Prompt = Every line with the string "Caridad" should be copied from the data.

Data for this exercise =
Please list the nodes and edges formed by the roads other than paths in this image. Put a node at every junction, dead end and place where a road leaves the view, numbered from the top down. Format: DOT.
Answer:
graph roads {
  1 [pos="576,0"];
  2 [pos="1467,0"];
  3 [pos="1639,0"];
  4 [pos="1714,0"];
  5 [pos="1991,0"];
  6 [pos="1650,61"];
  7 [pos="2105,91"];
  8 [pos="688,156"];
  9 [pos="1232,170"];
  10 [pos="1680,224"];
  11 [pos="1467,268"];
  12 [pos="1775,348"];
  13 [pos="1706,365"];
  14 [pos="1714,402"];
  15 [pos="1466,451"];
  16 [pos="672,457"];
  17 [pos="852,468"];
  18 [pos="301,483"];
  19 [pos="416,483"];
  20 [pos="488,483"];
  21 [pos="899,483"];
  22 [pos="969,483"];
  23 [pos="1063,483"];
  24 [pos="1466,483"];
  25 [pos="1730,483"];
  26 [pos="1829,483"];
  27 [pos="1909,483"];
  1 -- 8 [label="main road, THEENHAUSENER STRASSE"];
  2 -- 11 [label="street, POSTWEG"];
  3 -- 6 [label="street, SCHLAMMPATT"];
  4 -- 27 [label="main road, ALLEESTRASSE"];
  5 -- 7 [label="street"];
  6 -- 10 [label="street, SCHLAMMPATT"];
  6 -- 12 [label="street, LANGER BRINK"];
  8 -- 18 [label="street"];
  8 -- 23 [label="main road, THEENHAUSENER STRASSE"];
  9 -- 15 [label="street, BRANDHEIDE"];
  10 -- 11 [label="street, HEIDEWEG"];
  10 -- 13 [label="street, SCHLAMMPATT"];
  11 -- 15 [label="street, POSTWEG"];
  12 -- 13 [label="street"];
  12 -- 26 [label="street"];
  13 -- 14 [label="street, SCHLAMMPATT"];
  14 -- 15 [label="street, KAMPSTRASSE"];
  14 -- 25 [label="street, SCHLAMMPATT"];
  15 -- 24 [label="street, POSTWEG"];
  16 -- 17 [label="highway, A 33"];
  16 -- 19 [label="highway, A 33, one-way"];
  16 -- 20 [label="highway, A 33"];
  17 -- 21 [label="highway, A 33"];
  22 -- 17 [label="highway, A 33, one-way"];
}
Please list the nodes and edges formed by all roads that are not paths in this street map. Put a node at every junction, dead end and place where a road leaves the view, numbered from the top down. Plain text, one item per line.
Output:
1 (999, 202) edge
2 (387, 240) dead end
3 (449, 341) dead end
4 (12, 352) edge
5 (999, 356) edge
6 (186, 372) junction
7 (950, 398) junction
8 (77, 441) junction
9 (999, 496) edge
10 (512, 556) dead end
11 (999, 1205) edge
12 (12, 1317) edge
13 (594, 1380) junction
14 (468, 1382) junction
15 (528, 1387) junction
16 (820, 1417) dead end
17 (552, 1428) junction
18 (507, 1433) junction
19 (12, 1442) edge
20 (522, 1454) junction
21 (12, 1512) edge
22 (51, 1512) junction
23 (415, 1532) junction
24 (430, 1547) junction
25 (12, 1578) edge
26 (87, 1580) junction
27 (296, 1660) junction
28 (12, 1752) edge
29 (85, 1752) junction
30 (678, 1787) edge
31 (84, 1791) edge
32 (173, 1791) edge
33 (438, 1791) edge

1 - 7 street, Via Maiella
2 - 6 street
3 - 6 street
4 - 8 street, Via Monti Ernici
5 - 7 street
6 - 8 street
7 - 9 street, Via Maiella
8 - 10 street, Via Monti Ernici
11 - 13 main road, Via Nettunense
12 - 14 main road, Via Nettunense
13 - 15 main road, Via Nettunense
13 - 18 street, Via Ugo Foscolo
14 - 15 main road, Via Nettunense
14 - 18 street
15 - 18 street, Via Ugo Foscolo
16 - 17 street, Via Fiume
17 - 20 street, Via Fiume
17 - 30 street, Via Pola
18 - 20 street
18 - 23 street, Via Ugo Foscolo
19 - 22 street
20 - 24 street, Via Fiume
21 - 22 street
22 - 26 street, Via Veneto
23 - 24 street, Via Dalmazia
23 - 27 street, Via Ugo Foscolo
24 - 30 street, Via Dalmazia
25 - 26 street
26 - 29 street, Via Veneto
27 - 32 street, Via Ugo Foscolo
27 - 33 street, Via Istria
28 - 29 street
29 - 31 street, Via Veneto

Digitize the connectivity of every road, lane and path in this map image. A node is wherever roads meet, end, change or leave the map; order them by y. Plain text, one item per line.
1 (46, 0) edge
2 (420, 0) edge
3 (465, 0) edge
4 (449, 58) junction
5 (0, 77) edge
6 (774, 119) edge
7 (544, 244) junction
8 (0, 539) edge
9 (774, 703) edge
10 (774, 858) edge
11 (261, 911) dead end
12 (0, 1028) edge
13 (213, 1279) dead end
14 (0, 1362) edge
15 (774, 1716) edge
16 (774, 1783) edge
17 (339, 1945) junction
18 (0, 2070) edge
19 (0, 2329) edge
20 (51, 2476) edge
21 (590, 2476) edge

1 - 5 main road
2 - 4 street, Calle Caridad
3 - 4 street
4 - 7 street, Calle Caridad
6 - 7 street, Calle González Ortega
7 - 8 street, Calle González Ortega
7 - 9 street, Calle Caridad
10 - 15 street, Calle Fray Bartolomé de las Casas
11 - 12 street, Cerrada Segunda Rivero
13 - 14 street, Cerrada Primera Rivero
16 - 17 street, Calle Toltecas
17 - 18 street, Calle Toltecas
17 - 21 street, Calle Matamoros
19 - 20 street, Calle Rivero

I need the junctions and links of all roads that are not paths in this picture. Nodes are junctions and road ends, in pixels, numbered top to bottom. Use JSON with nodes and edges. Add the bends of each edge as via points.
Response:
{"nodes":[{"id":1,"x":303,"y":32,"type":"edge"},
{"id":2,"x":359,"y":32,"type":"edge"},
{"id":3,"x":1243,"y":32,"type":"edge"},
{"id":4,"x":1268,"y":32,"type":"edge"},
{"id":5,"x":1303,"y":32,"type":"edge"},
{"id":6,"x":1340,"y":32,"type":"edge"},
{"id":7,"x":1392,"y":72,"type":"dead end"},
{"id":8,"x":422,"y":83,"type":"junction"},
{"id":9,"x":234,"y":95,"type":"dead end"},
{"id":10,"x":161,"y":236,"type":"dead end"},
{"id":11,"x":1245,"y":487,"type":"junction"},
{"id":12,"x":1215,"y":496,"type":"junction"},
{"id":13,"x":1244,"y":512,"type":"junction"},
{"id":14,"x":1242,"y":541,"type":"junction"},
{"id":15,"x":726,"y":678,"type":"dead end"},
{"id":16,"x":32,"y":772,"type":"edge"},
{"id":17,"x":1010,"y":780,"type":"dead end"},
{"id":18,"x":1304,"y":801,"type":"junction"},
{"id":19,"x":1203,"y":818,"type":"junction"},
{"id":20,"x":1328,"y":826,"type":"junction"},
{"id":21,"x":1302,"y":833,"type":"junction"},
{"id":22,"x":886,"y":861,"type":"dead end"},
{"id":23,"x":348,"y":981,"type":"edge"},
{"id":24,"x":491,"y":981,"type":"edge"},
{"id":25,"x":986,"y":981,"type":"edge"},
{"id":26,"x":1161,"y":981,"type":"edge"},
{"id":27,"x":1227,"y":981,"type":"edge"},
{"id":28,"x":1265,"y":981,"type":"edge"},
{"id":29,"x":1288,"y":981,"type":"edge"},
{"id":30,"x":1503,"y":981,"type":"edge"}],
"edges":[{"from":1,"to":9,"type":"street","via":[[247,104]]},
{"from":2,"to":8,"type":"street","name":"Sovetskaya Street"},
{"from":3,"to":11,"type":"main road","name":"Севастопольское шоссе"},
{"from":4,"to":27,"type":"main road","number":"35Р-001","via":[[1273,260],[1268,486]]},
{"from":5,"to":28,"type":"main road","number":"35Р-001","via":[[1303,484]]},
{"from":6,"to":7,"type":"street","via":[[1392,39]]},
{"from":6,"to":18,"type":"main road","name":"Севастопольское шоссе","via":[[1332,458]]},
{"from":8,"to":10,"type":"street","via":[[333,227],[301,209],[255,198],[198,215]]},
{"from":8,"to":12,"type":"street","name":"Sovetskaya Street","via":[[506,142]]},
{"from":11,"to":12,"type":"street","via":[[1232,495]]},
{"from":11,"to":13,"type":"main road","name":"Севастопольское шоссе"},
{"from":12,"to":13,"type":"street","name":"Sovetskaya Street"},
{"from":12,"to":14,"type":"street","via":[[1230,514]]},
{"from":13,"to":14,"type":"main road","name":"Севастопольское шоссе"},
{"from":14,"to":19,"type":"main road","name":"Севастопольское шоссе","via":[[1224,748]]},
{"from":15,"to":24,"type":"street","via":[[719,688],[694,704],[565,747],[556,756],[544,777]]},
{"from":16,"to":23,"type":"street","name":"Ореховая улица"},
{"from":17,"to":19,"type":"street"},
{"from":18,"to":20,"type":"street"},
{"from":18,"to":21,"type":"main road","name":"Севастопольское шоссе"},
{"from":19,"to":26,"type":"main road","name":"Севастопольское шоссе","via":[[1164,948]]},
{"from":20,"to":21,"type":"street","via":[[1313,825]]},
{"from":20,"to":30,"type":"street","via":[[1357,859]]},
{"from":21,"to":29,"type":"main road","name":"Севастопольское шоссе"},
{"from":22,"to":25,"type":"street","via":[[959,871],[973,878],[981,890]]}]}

Solution for this problem =
2 - 4 street, Calle Caridad
4 - 7 street, Calle Caridad
7 - 9 street, Calle Caridad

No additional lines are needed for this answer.